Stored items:
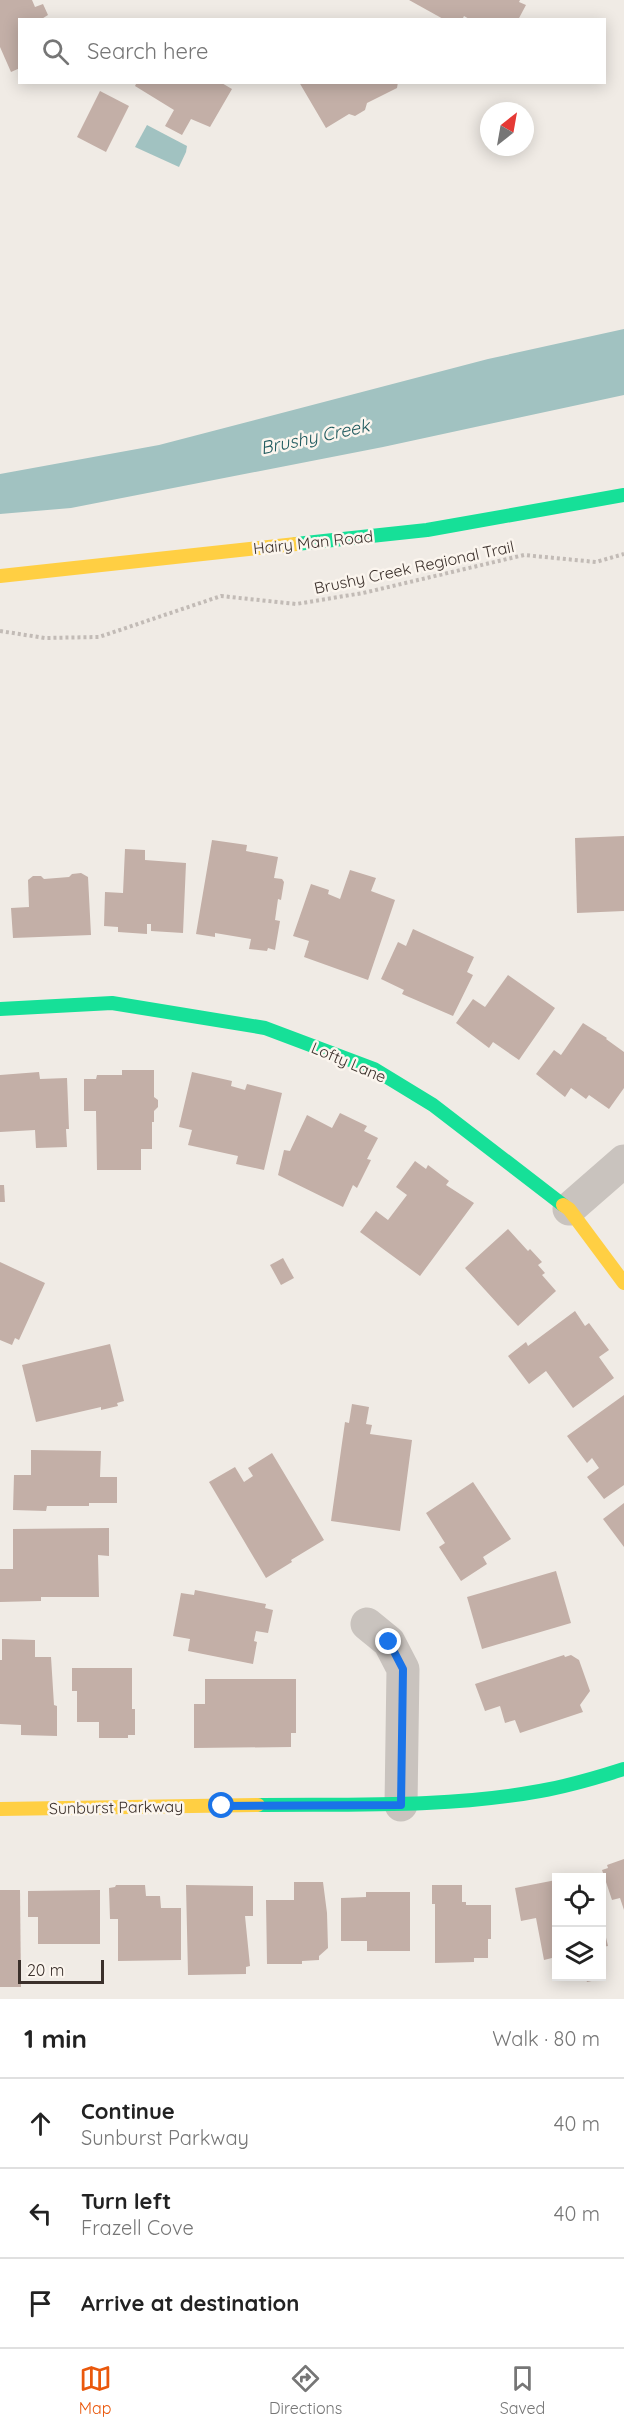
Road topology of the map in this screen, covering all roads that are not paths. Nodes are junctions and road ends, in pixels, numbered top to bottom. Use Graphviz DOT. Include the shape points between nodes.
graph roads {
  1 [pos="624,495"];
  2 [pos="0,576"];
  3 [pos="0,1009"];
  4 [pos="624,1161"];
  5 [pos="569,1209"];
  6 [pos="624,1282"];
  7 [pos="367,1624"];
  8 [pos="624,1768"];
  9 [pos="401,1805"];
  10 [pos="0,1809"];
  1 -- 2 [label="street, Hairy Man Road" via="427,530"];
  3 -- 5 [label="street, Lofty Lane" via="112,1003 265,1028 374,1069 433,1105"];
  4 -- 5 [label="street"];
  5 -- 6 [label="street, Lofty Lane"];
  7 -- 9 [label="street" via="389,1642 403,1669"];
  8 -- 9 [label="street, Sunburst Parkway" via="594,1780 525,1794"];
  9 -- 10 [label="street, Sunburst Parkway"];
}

Instructions for the task: Leave the pictures aside and output each entry exactly as it stands.

Result below:
Road topology of the map in this screen, covering all roads that are not paths. Nodes are junctions and road ends, in pixels, numbered top to bottom. Use Graphviz DOT. Include the shape points between nodes.
graph roads {
  1 [pos="624,495"];
  2 [pos="0,576"];
  3 [pos="0,1009"];
  4 [pos="624,1161"];
  5 [pos="569,1209"];
  6 [pos="624,1282"];
  7 [pos="367,1624"];
  8 [pos="624,1768"];
  9 [pos="401,1805"];
  10 [pos="0,1809"];
  1 -- 2 [label="street, Hairy Man Road" via="427,530"];
  3 -- 5 [label="street, Lofty Lane" via="112,1003 265,1028 374,1069 433,1105"];
  4 -- 5 [label="street"];
  5 -- 6 [label="street, Lofty Lane"];
  7 -- 9 [label="street" via="389,1642 403,1669"];
  8 -- 9 [label="street, Sunburst Parkway" via="594,1780 525,1794"];
  9 -- 10 [label="street, Sunburst Parkway"];
}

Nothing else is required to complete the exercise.